<<<<

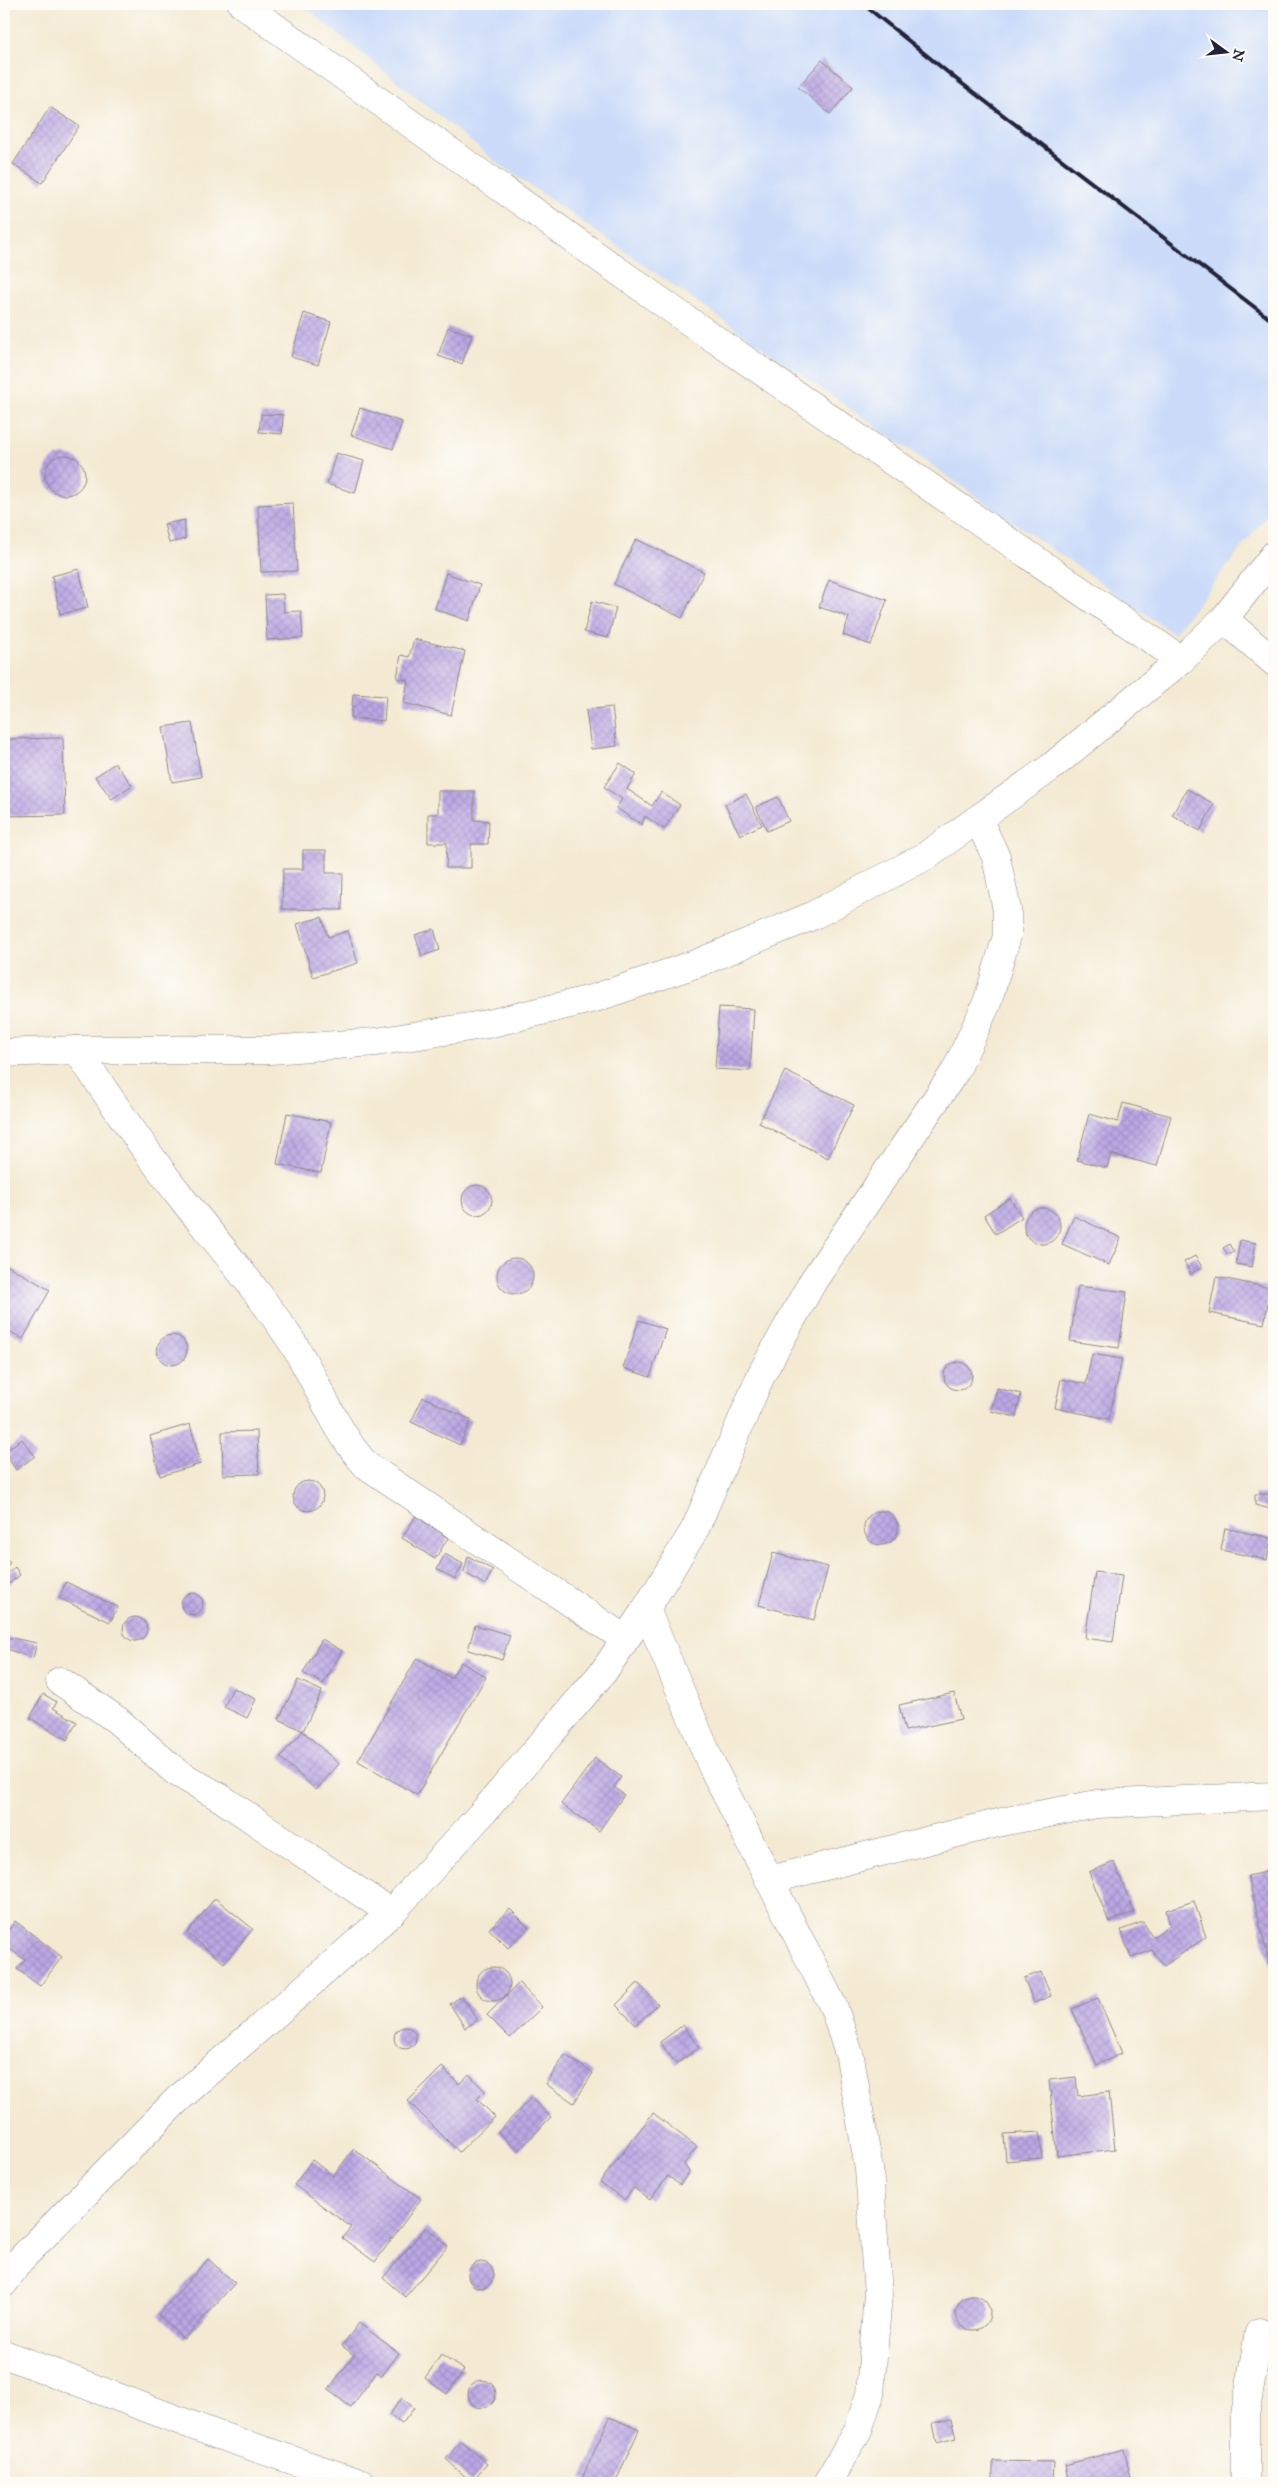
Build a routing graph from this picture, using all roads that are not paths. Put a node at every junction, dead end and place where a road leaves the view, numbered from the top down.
1 (242, 4) edge
2 (1274, 555) edge
3 (1224, 619) junction
4 (1180, 660) junction
5 (1274, 662) edge
6 (978, 819) junction
7 (77, 1050) junction
8 (4, 1053) edge
9 (646, 1609) junction
10 (625, 1639) junction
11 (60, 1681) dead end
12 (1274, 1796) edge
13 (770, 1880) junction
14 (391, 1913) junction
15 (4, 2283) edge
16 (1259, 2332) dead end
17 (4, 2354) edge
18 (360, 2483) edge
19 (827, 2483) edge
20 (1245, 2483) edge

1 - 4 street
2 - 3 street
3 - 4 street
3 - 5 street
4 - 6 street
6 - 7 street
6 - 9 street
7 - 8 street
7 - 10 street
9 - 10 street
9 - 13 street
10 - 14 street
11 - 14 street
12 - 13 street
13 - 19 street
14 - 15 street
16 - 20 street
17 - 18 street

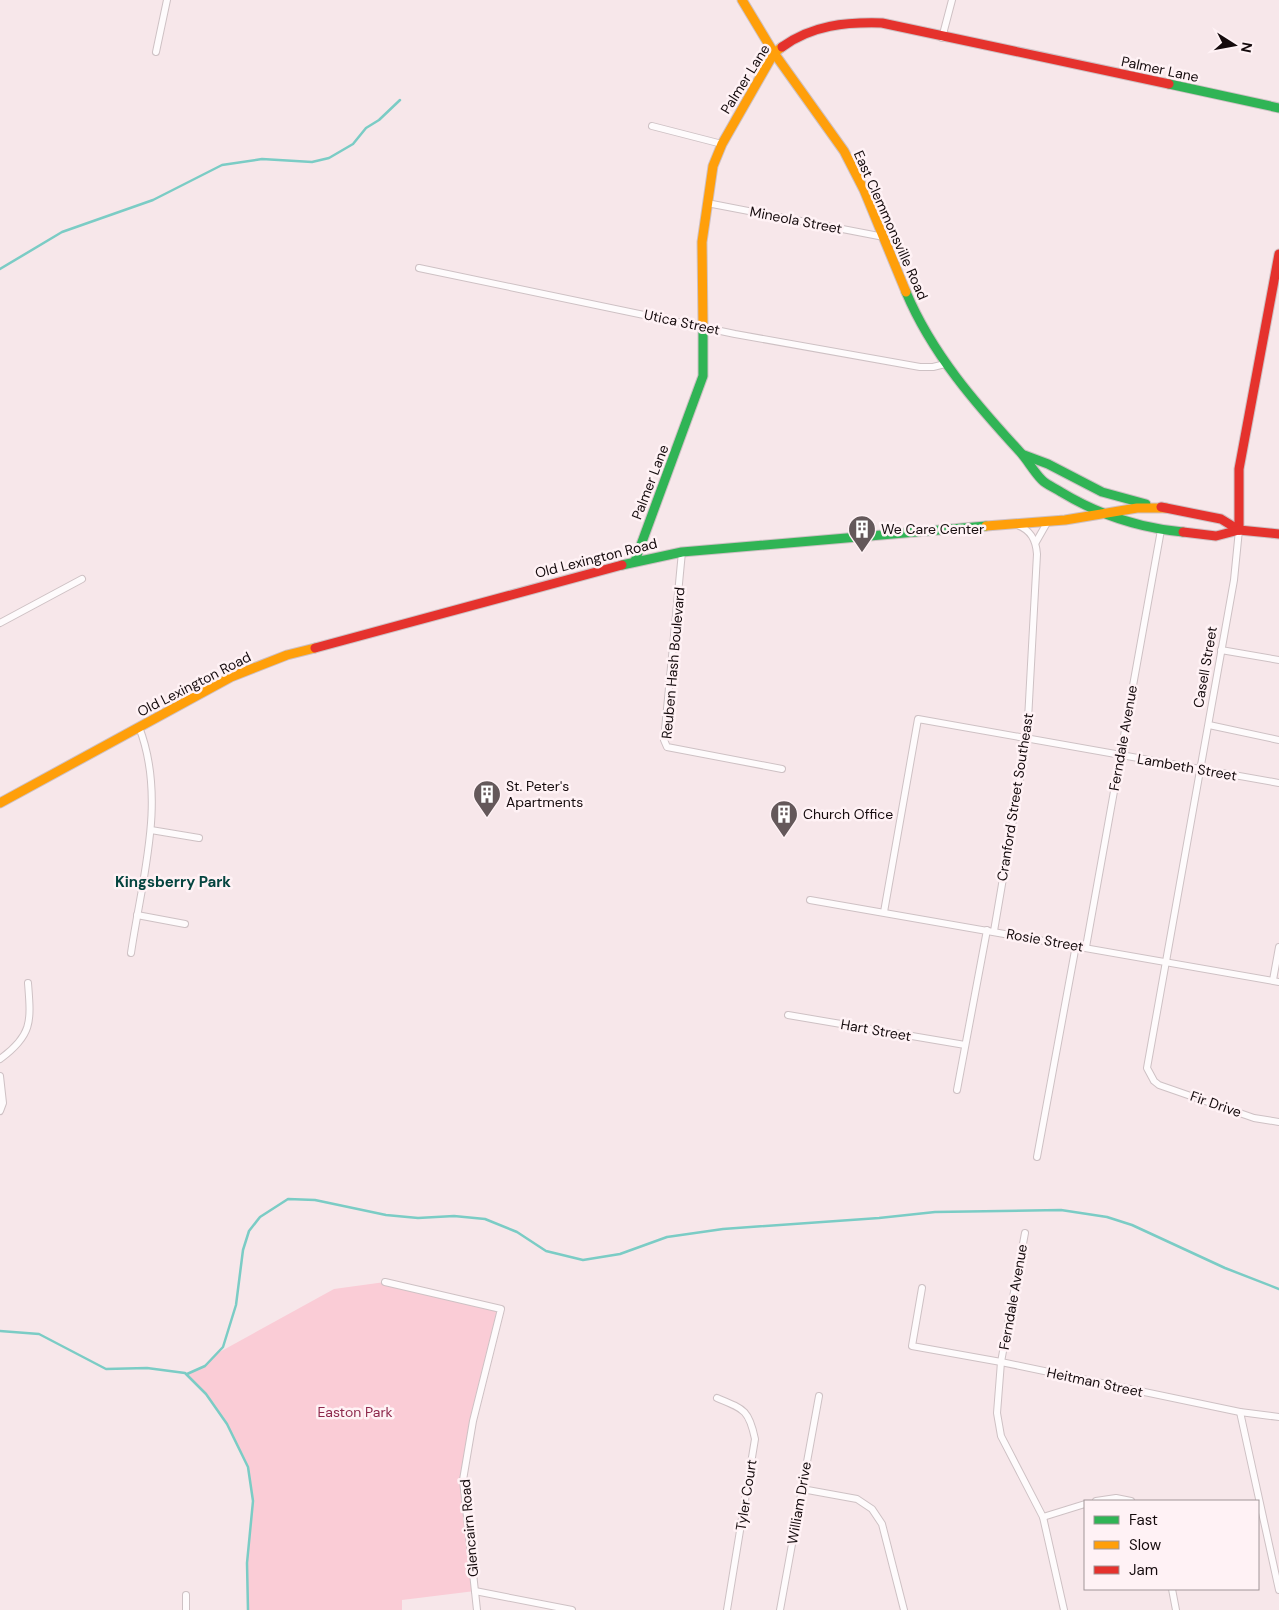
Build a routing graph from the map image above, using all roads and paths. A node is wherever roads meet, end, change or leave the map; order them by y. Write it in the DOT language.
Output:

>>>>

• Problem: Each line above should be written out again unchanged; no images are to be carried over.

• Exercise response:
Build a routing graph from this picture, using all roads that are not paths. Put a node at every junction, dead end and place where a road leaves the view, numbered from the top down.
1 (242, 4) edge
2 (1274, 555) edge
3 (1224, 619) junction
4 (1180, 660) junction
5 (1274, 662) edge
6 (978, 819) junction
7 (77, 1050) junction
8 (4, 1053) edge
9 (646, 1609) junction
10 (625, 1639) junction
11 (60, 1681) dead end
12 (1274, 1796) edge
13 (770, 1880) junction
14 (391, 1913) junction
15 (4, 2283) edge
16 (1259, 2332) dead end
17 (4, 2354) edge
18 (360, 2483) edge
19 (827, 2483) edge
20 (1245, 2483) edge

1 - 4 street
2 - 3 street
3 - 4 street
3 - 5 street
4 - 6 street
6 - 7 street
6 - 9 street
7 - 8 street
7 - 10 street
9 - 10 street
9 - 13 street
10 - 14 street
11 - 14 street
12 - 13 street
13 - 19 street
14 - 15 street
16 - 20 street
17 - 18 street

Build a routing graph from the map image above, using all roads and paths. A node is wherever roads meet, end, change or leave the map; order them by y. Write it in the DOT language.
Output:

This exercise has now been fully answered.